There are many viruses for which we do not have effective vaccines. By the time you reach your teenage years, you’ve almost certainly been infected by a bunch of respiratory viruses, some relatively nasty, like influenza A, and others comparatively benign, like rhinoviruses and the alphabet soup of seasonal coronavirus (sCoVs): HKU1, 229E, OC43, NL63. We think of the sCoVs as a minor nuisance; in most adults, they cause the common cold. 

SARS-CoV-2 is a coronavirus too. So why is it so much nastier than the sCoVs? One major reason: it's new. More precisely, it's new to us. One of the first observations people made about COVID was that it was frighteningly lethal in the elderly, but by and large, children were not getting too sick. Some people were surprised. Conventional wisdom was that influenza hit children and the elderly hardest, while sparing younger adults. Why was SARS-CoV-2 different?
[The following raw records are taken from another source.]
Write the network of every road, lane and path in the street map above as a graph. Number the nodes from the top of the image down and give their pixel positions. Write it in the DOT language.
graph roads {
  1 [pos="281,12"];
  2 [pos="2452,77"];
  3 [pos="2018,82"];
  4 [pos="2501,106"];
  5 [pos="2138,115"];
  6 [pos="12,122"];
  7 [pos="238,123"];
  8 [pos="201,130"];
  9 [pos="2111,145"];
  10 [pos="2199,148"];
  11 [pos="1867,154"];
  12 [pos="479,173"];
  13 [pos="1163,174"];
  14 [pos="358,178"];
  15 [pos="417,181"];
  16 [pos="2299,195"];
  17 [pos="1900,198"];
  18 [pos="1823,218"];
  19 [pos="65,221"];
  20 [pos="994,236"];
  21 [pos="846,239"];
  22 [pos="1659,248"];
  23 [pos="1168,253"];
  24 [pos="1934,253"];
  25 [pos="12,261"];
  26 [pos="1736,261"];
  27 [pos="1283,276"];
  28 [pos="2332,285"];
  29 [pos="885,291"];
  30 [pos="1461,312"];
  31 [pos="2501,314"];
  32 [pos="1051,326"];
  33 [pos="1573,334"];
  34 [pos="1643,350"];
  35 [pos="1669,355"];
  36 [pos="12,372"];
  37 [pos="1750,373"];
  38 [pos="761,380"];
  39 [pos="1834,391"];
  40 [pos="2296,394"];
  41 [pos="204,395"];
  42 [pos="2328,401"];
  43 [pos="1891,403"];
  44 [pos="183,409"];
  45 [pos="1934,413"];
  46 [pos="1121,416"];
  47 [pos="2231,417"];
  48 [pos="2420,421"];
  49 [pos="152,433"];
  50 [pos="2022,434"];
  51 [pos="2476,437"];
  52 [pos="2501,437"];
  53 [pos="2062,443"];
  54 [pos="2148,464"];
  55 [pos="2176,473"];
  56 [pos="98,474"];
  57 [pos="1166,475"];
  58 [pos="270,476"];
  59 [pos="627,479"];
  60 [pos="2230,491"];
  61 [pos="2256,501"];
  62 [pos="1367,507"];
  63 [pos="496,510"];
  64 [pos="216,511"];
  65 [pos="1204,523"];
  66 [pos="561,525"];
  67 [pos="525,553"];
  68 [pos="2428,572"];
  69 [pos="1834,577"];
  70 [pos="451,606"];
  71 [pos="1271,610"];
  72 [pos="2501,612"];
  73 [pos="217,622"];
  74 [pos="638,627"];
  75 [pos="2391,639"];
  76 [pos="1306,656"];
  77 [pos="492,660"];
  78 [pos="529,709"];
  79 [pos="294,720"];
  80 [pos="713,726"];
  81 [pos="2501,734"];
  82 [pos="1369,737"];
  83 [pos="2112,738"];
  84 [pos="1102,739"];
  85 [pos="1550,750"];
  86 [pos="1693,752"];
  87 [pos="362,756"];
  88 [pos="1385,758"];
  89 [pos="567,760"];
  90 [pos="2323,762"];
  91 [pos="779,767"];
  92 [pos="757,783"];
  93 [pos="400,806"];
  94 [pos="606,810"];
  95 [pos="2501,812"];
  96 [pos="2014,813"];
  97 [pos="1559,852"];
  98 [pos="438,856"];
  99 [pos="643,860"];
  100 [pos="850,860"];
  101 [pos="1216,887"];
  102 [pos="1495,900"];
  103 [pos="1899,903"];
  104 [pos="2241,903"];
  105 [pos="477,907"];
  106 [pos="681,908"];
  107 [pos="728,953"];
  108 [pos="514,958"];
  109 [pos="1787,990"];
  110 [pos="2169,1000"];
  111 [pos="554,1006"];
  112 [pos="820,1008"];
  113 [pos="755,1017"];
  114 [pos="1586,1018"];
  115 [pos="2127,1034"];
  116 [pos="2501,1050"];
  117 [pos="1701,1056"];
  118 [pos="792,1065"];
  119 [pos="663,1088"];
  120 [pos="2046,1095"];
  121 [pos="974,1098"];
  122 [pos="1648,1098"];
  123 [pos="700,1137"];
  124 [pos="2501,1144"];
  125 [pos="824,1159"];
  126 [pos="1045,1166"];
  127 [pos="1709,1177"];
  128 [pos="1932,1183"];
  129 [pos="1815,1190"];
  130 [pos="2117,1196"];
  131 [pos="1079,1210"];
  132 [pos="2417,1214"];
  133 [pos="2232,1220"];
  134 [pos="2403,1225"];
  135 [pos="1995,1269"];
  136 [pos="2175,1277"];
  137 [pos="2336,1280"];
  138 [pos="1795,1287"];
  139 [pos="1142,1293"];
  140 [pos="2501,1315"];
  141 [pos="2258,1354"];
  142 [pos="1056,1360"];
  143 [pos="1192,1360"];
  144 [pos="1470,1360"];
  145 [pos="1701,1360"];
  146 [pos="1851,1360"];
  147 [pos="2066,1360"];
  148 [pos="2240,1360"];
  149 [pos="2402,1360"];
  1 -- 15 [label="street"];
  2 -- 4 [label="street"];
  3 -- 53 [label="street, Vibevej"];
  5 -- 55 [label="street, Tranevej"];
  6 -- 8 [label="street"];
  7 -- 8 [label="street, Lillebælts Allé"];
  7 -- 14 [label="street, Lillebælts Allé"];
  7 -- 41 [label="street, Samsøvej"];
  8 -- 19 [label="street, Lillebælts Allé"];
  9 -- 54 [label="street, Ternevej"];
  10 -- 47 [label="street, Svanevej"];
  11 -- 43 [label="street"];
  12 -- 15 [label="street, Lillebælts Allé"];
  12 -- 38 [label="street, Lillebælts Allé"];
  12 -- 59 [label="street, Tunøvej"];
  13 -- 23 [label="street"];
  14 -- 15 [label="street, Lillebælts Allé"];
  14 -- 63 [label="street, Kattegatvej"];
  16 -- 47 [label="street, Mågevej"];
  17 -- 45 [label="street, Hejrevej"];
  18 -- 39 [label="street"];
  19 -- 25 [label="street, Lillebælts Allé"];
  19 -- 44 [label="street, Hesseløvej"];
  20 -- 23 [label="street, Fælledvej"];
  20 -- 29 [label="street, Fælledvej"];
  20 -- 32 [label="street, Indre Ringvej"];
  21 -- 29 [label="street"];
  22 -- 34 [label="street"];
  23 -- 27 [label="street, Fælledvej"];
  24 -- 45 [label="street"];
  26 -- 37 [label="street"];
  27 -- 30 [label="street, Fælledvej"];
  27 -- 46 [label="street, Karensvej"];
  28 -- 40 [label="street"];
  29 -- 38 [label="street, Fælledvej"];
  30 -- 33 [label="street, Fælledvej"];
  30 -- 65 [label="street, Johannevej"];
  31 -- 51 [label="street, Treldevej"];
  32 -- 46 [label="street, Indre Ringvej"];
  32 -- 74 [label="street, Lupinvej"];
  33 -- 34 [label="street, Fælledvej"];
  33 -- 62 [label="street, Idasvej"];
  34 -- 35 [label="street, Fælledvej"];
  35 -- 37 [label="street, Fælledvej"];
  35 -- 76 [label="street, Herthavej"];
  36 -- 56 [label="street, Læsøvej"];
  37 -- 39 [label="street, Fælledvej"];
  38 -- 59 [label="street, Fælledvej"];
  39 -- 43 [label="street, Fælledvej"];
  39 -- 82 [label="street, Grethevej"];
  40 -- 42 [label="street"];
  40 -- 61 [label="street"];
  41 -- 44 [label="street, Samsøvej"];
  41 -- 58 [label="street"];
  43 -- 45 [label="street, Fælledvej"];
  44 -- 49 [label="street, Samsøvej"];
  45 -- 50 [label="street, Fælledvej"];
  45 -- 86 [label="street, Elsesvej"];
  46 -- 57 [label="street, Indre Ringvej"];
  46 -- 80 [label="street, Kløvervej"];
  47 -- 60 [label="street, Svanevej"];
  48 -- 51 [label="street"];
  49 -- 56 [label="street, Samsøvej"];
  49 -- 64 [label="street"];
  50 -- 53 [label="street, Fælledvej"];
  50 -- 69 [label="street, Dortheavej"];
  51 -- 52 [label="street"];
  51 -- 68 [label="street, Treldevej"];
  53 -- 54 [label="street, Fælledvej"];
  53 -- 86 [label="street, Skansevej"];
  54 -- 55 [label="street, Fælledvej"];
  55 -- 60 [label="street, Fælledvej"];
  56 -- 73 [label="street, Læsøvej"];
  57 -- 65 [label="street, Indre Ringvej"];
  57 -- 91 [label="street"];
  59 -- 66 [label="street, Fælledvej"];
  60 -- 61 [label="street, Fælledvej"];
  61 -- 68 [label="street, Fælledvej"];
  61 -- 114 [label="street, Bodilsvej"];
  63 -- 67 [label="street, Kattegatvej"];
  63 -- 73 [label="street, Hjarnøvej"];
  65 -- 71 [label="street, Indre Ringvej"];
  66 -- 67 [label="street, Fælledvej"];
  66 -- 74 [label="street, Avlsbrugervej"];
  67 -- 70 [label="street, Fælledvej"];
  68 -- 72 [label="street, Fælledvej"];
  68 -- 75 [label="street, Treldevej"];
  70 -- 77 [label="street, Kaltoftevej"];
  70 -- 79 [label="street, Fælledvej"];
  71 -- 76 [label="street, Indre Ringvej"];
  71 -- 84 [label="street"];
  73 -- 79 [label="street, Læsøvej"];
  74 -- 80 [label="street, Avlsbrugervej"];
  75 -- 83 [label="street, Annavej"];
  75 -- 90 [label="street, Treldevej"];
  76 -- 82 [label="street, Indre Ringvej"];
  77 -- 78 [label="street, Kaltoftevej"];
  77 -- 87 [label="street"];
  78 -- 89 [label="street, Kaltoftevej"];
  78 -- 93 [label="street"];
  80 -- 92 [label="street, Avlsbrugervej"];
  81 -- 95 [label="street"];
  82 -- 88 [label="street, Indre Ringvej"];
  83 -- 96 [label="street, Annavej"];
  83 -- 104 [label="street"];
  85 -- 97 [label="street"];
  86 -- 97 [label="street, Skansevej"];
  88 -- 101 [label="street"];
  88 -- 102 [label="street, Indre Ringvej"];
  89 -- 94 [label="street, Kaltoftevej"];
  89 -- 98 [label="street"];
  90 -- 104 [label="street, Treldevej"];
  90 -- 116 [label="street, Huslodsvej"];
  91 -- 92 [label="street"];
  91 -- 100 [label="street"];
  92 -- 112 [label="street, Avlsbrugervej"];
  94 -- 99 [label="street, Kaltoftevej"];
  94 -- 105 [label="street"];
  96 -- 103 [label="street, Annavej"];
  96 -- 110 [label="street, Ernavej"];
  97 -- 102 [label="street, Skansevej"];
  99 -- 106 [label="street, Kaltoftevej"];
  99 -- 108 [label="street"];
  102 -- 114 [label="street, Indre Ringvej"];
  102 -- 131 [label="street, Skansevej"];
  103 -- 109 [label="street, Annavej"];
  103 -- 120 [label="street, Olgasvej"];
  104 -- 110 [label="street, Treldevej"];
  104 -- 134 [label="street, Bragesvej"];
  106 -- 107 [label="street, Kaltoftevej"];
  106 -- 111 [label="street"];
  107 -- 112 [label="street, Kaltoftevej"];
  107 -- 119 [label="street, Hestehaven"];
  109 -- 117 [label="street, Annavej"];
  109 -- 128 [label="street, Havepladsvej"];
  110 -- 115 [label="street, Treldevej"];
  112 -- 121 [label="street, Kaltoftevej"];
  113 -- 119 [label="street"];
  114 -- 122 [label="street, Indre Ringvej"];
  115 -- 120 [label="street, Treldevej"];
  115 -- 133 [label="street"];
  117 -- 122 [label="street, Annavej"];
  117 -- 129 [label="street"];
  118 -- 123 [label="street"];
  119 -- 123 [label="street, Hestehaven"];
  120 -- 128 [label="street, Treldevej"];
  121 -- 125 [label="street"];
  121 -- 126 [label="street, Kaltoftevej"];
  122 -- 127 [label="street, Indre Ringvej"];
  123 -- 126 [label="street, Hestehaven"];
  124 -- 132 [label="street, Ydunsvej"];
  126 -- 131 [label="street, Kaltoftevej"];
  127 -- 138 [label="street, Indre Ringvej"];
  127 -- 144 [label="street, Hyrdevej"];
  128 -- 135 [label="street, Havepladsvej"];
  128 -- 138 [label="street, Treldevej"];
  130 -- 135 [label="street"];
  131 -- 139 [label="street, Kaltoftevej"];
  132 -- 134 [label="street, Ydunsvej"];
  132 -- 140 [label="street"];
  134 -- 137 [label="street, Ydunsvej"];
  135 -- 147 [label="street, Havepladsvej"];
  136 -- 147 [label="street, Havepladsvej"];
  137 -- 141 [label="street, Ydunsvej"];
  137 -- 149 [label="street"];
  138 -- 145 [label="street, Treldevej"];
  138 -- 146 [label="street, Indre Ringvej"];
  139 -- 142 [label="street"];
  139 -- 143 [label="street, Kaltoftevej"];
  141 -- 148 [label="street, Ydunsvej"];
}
But we need to look a little more closely, because it's hard to reach adulthood without having had the flu. Look at virus severity not by age but by age of first infection, and a pattern emerges: see something for the first time as a kid, and you'll most likely be okay (but only most likely). See it for the first time as an adult, and it can be nasty. The older you get, the worse it becomes to be infected with a virus you've never seen. No wonder most orphans survived the variolation – many older adults would not have. Just look at these graphs:

https://www.nature.com/articles/s41597-020-00668-y

The above findings show that the severity of most infectious diseases is at its lowest in school-age children. Strikingly, the severity was higher among young adults than among school-age children for polio, typhoid, tuberculosis, measles, smallpox, chickenpox, infectious mononucleosis, HIV, influenza, pertussis, Salmonella, Yellow fever, typhus, scarlet fever, Ebola, meningococcal meningitis, Japanese encephalitis, cholera, and perhaps Lassa fever. Some infections show a slower rise of severity with age after childhood (brucellosis, plague, coronavirus infections, acute hepatitis B and hepatitis A, St Louis encephalitis, Campylobacter, and Western equine encephalitis) but for most this rise begins well before old age. For Diphtheria and Shiga toxin-producing E coli severity remains raised in childhood and adolescents compared to young or middle-aged adults, and for Dengue the greatest severity is in school-age children.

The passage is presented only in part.